- Theatrical release poster
- Directed by: Bob Clark
- Written by: Mark Sanderson
- Produced by: Paul Colichman David Forrest Mark R. Harris Mark Headley Sam Irvin
- Starring: Pat Morita Trevor Morgan Pam Dawber Haley Joel Osment Mark Harmon Yuji Okumoto
- Cinematography: Stephen M. Katz
- Edited by: Stan Cole
- Music by: Paul Zaza
- Production company: Regent Entertainment
- Distributed by: Regent Entertainment Pioneer Entertainment
- Release date: April 5, 1999;
- Running time: 90 minutes
- Country: United States
- Language: English

= I'll Remember April (1999 film) =

I'll Remember April is a 1999 American family drama film directed by Bob Clark and starring Pat Morita, Pam Dawber, Haley Joel Osment, Mark Harmon, and Yuki Tokuhiro. The film is about four children who find Japanese sailor Matsuo Yomma (Yuji Okumoto) when he washes ashore during the Second World War. Though filmed in 1998, it did not get a video release until 2001.

==Plot==

On the American home front during World War II, adolescent Duke Cooper and his three best friends live in a Pacific Coast community where they play soldier, experiment with swearing, and earnestly patrol the beach for Japanese submarines. The realities of the war come crashing down on the youths when Japanese sailor Matsuo Yomma, stranded and wounded after his sub quickly dived, washes ashore. Duke's older brother is awaiting combat in the Pacific theater. Meanwhile, the Japanese-American community has been deemed a threat to national security. Willy Tanaka, Duke's Japanese-American pal, must be sent away to an internment camp along with his mother Kimiko and grandfather Abe. After befriending Matsuo, the boys become torn between turning him in to the FBI or saving him.

==Production ==
The train scenes were filmed at the since closed Fillmore & Western Railroad in Fillmore, California.

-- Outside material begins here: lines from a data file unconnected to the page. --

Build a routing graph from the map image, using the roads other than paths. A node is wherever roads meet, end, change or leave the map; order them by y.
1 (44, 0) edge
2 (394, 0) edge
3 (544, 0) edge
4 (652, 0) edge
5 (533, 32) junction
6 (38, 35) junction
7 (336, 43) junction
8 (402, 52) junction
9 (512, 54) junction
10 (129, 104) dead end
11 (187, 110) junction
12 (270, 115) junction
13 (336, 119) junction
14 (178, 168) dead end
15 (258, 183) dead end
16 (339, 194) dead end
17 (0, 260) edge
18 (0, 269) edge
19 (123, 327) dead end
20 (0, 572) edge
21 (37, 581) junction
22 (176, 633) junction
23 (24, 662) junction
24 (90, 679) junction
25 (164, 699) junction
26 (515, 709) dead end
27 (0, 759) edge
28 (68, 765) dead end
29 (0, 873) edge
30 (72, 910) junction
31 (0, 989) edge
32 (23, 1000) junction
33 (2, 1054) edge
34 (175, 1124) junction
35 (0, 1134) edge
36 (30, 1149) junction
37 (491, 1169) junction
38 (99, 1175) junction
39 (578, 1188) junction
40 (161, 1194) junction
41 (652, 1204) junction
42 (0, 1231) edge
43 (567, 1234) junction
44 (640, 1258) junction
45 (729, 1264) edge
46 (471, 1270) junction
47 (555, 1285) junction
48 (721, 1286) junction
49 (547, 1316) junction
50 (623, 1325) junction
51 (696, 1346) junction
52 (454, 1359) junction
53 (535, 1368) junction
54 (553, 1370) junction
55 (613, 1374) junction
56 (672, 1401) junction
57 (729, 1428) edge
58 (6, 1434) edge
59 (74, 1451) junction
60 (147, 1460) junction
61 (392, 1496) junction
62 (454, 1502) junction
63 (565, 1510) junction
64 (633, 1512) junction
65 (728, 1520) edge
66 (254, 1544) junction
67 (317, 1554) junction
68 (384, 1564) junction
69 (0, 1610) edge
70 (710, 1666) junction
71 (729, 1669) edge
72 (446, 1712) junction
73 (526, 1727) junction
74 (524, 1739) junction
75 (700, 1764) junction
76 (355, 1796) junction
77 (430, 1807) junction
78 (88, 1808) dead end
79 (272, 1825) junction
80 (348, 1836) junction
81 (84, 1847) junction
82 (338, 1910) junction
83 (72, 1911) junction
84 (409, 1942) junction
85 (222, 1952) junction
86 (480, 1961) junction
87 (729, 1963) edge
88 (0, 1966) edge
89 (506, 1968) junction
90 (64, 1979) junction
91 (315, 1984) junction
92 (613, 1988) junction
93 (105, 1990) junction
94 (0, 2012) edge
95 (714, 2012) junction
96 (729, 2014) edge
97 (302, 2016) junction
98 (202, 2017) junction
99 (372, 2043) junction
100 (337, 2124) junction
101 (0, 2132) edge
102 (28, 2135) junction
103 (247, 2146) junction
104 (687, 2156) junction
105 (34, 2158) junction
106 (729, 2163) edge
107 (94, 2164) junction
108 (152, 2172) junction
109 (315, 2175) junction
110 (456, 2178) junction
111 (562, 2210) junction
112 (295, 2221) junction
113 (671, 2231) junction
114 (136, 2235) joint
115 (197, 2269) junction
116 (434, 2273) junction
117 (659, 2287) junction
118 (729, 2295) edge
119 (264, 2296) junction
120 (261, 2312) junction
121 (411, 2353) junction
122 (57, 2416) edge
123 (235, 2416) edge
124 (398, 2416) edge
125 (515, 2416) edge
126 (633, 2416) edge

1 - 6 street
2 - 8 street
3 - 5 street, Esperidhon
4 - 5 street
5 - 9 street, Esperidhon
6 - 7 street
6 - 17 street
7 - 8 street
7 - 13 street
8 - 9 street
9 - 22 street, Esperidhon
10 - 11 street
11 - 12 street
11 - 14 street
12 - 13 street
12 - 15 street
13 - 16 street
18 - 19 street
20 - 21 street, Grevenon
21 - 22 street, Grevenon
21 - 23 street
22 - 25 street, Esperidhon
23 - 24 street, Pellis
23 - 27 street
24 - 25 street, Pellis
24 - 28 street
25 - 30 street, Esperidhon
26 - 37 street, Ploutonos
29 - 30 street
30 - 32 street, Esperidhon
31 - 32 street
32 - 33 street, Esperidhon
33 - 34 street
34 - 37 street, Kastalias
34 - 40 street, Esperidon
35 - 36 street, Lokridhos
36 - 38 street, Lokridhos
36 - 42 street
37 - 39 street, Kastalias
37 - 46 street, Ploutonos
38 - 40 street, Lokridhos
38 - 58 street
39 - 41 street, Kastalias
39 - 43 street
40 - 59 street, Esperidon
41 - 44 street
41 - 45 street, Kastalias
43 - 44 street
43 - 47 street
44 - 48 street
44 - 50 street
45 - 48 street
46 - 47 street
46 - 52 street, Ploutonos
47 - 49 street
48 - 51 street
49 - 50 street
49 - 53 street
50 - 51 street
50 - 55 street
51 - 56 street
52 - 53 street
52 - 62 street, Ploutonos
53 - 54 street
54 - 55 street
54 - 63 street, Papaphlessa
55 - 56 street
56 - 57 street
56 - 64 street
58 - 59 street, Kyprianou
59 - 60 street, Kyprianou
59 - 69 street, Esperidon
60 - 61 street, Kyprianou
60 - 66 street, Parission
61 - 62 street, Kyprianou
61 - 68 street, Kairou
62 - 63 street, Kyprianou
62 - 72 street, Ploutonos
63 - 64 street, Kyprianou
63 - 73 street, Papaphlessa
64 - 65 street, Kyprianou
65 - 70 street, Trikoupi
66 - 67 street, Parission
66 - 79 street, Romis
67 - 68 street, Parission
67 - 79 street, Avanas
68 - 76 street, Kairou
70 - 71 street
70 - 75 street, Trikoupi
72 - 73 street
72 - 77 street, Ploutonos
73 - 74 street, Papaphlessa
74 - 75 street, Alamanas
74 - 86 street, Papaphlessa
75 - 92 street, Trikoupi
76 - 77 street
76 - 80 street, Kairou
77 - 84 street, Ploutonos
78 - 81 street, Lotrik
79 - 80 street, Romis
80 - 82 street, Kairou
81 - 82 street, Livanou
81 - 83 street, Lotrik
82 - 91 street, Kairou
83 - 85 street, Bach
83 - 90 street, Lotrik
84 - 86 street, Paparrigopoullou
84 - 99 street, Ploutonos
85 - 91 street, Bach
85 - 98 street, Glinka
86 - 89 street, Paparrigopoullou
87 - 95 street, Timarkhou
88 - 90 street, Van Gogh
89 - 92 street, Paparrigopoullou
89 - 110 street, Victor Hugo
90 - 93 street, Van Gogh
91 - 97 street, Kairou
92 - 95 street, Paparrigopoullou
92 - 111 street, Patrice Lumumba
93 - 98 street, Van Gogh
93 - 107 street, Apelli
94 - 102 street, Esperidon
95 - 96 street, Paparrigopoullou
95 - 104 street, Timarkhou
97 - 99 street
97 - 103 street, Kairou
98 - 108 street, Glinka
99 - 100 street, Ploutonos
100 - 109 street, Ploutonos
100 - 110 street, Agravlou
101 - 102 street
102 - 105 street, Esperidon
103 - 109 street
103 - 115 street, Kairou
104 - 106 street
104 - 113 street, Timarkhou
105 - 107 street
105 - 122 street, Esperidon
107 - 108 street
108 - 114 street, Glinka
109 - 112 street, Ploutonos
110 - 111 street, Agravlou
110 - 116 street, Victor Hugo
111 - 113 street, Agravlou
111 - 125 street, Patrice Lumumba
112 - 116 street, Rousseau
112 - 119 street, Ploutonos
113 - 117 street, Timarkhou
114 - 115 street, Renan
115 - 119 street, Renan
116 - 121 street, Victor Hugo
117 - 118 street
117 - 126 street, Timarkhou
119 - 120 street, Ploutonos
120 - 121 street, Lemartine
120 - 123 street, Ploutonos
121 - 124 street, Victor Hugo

According to an interview on The Tonight Show with Conan O'Brien, Michael Cera tried out for the part of Peewee Clayton, making it the second role he lost to Haley Joel Osment after The Sixth Sense.

==Critical reception==
Variety wrote I'll Remember April "revels in simple boyhood pleasures, but feels phony as it tries to mine more serious themes of torn loyalties during difficult early days of WWII".